[Start of section]
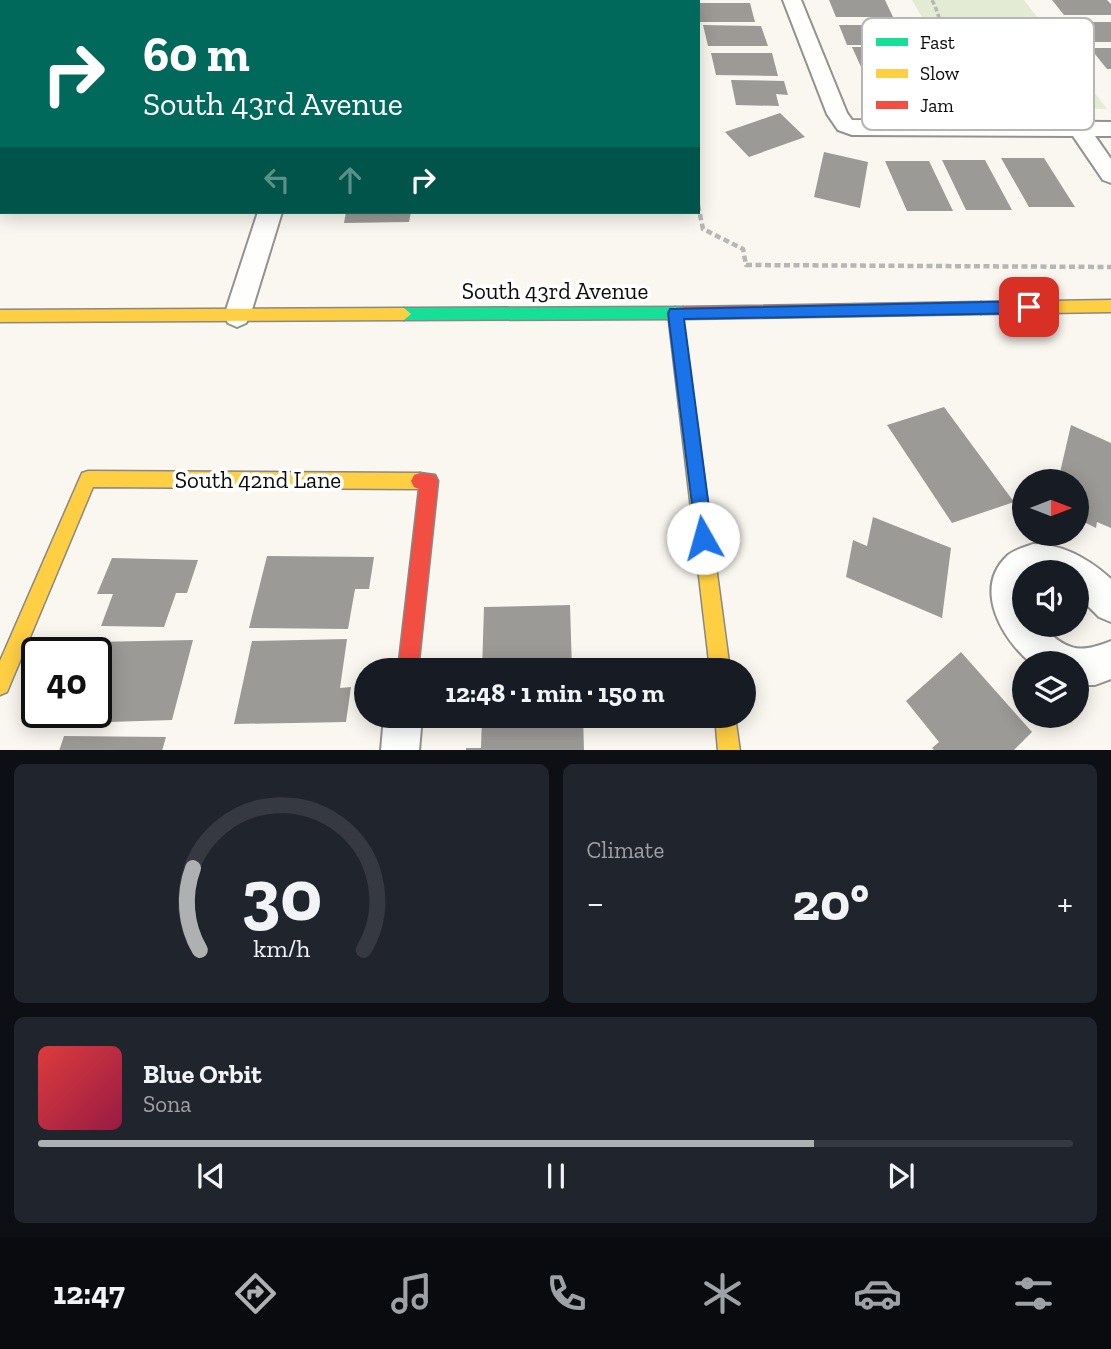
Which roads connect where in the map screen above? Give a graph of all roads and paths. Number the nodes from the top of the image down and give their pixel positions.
1 (792, 0) edge
2 (932, 0) edge
3 (941, 18) edge
4 (862, 130) edge
5 (1080, 130) edge
6 (1111, 175) edge
7 (269, 214) edge
8 (700, 214) edge
9 (1111, 267) edge
10 (1111, 306) edge
11 (676, 313) junction
12 (0, 316) edge
13 (237, 316) junction
14 (1111, 605) edge
15 (1045, 651) edge
16 (409, 658) edge
17 (719, 658) edge
18 (1111, 659) edge
19 (1089, 668) edge
20 (0, 685) edge
21 (402, 728) edge
22 (726, 728) edge
23 (400, 750) edge
24 (729, 750) edge

1 - 4 street
2 - 3 path
5 - 6 street
7 - 13 street
8 - 9 path
10 - 11 street, South 43rd Avenue
11 - 13 street, South 43rd Avenue
11 - 17 street
12 - 13 street, South 43rd Avenue
14 - 15 street
16 - 20 street, South 42nd Lane
18 - 19 street
21 - 23 street
22 - 24 street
[End of section]
## Goal of the exercise
All of the entries above should be duplicated exactly, except for the pictures.

## Response to the exercise
Which roads connect where in the map screen above? Give a graph of all roads and paths. Number the nodes from the top of the image down and give their pixel positions.
1 (792, 0) edge
2 (932, 0) edge
3 (941, 18) edge
4 (862, 130) edge
5 (1080, 130) edge
6 (1111, 175) edge
7 (269, 214) edge
8 (700, 214) edge
9 (1111, 267) edge
10 (1111, 306) edge
11 (676, 313) junction
12 (0, 316) edge
13 (237, 316) junction
14 (1111, 605) edge
15 (1045, 651) edge
16 (409, 658) edge
17 (719, 658) edge
18 (1111, 659) edge
19 (1089, 668) edge
20 (0, 685) edge
21 (402, 728) edge
22 (726, 728) edge
23 (400, 750) edge
24 (729, 750) edge

1 - 4 street
2 - 3 path
5 - 6 street
7 - 13 street
8 - 9 path
10 - 11 street, South 43rd Avenue
11 - 13 street, South 43rd Avenue
11 - 17 street
12 - 13 street, South 43rd Avenue
14 - 15 street
16 - 20 street, South 42nd Lane
18 - 19 street
21 - 23 street
22 - 24 street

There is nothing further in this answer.